To detect oxMIF, fresh frozen tissue slides were air dried, blocked (BB: 20% goat serum/2% BSA/0.2% fish gelatin) and incubated with biotinylated primary antibody (biotinylated BaxB01 or biotinylated non-immune human IgG, both 5μg/ml) diluted in TBS containing 2% (w/v) BSA and 0.2% (w/v) fish gelatin (PADB). The slides were fixed in 10% (w/v) PBS buffered formalin solution (VWR) and permeabilized in 0.1% TritonX-100 in TBS for prior addition of the enzyme block solution (Dual Endogenous Enzyme Block, Dako). Sections were incubated with RTU Vectastain ABC reagent (Vector Laboratories) and developed with ImmPact DAB substrate (Vector Laboratories). Alternatively, non-labeled BaxB01 (1 μg/ml, prior-fixation) and monoclonal rabbit-anti-BaxB01 antibodies (0.5 μg/ml) in combination with goat anti-rabbit-HRP (Thermo Scientific, 31460, 1:500) were used to detect oxMIF. Following chromogenesis, the sections were washed in tap water, counterstained with hematoxylin (Vector Laboratories), dehydrated in ethanol, cleared in xylene and coverslips were mounted with Vecta®Mount permanent mounting medium (Vector Laboratories).

To detect total MIF, fresh frozen tissue slides were fixed in 10% PBS buffered formalin (VWR) and permeabilized by incubating the sections with 0.1% TritonX-100 in TBS. Endogenous peroxidases were blocked by incubating the tissue sections with dual endogenous peroxidase block (Dako).
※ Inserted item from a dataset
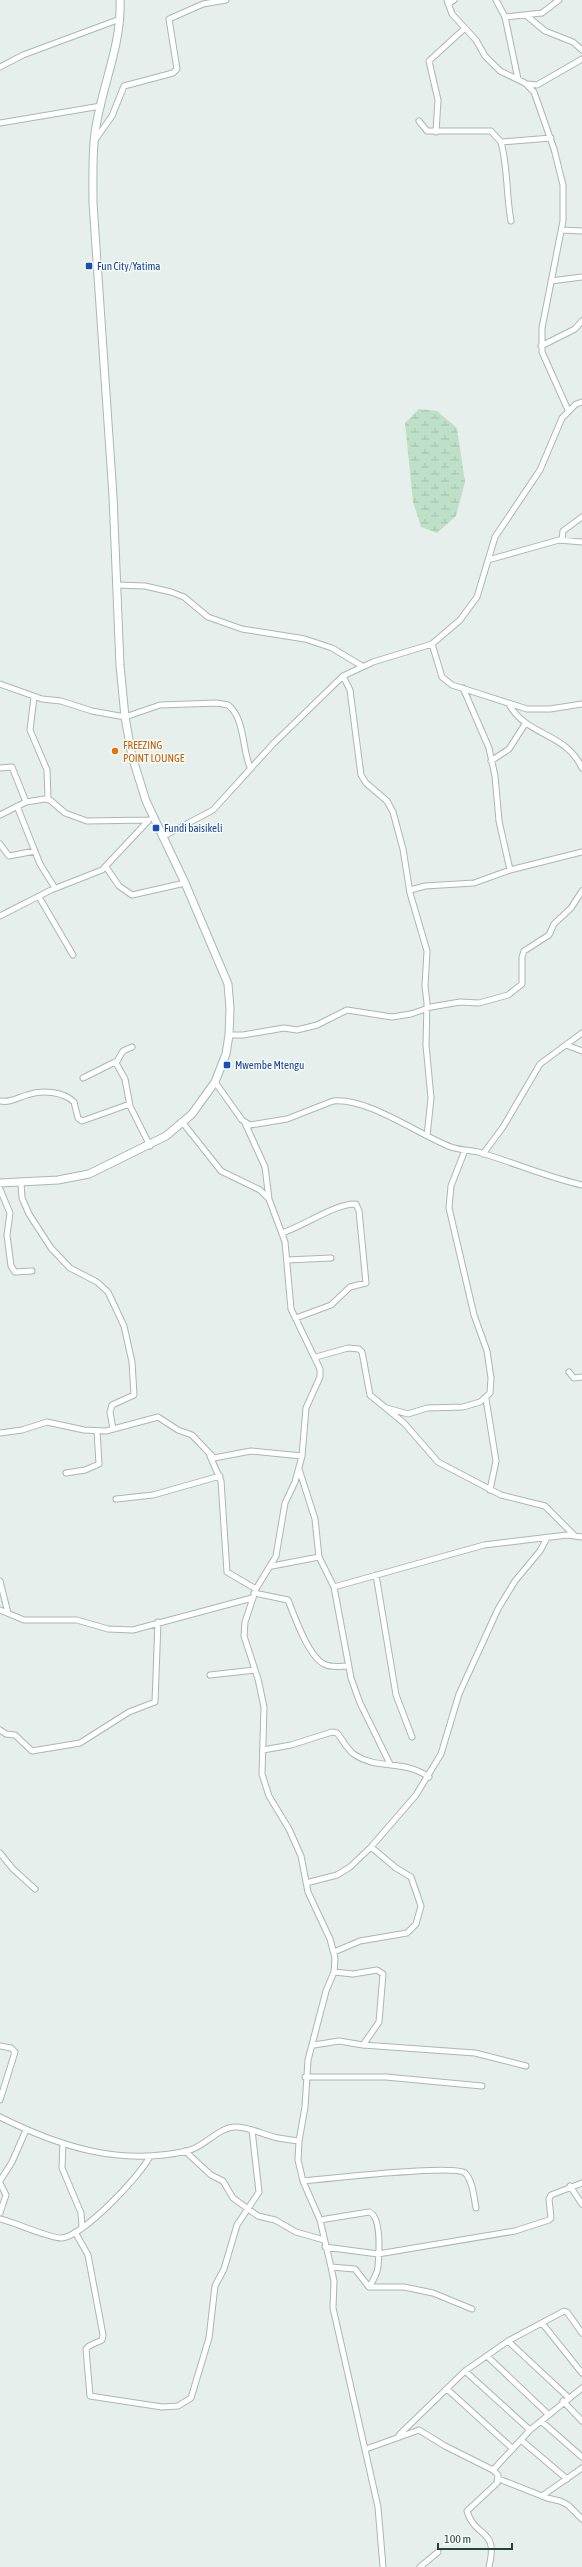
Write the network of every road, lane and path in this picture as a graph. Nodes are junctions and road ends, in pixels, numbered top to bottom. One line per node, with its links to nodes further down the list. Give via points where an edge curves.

Unspecific binding was blocked with BB. The sections were incubated with monoclonal rabbit anti-MIF antibodies (1 μg/ml) or commercial polyclonal rabbit anti-MIF antibodies (FL115 Santa Cruz; 1:200) and rabbit IgG isotype control diluted in PADB. The staining was done using goat anti-rabbit-HRP (Thermo Scientific) diluted in PADB or ImmPRESS HRP Anti-Rabbit Ig (Vector Laboratories). The Liquid DAB+ Substrate Chromogen System (Dako) was used for chromogenic reaction. Counterstaining and mounting was done as described above. Full slide scans were acquired using an Olympus VS120 slide scanning microscope at 20-fold magnification (UPLANSAPO 20x, NA 0.75; PIKE F505/C Camera, Allied Vision Technologies). Pictures are presented at 10-fold original magnification. Analyses and evaluation and quantification of stainings were performed by a board certified pathologist (L. K.). Digital image analysis (DIA) was performed with Definiens Tissue Studio® v3.6 program.

Immunofluorescence

Fresh frozen tissue slides were air dried, blocked with BB and incubated with BaxB01 (4 μg/ml, in PDAB) for oxMIF detection. The specimen was fixed in 10% PBS buffered formalin (VWR). Furthermore, the sections were incubated with monoclonal mouse anti-Cytokeratin 20 (Dako M7019, 1:50) or anti-CD31 antibodies (e-bioscience 13-0319, 1:200), and monoclonal rabbit anti-BaxB01 antibodies (0.5 μg/ml) diluted in PADB+0.25% TritonX-100. Rabbit and mouse antibodies were detected by Alexa Fluor® conjugated secondary antibodies (Life Technologies A11034 and A21424, 1:2000) diluted in PADB+0.25% TritonX-100. The slides were rinsed in PBS and coverslips were mounted with ProLong Gold Antifade reagent with DAPI (Life Technologies). Pictures were taken at 20-fold magnification (LUCPlanFLN 20x, NA 0.45) with an Olympus inverted microscope (VS81) using a mercury lamp and the filters DAPI (U-MWU2), FITC (U-MWIBA3) and TRITC (U-MWIGA3), and a XM10 camera (Olympus).

Statistics

Distributions were evaluated by Kolmogorov-Smirnov test. If normal distribution was confirmed, data were evaluated by one-way ANOVA followed by Dunnett’s multiple comparison. Otherwise data were evaluated by Kruskal-Wallis test followed by Dunn’s multiple comparison. Two groups were compared by unpaired two-tailed student’s t-test (normal distribution) or Mann-Whitney-test. Correlation analysis was done using Pearson correlation analysis and linear regression.

CONFLICTS OF INTEREST

A. S., M. T., P. D., D. V., F. S. and R. J. K. are full time employees of Baxalta. F. S. and R. J. K. have ownership interest (including patents). M.F. received a research grant from Baxalta’s predecessor Baxter. M.F. and L.K. are consultants of Baxalta.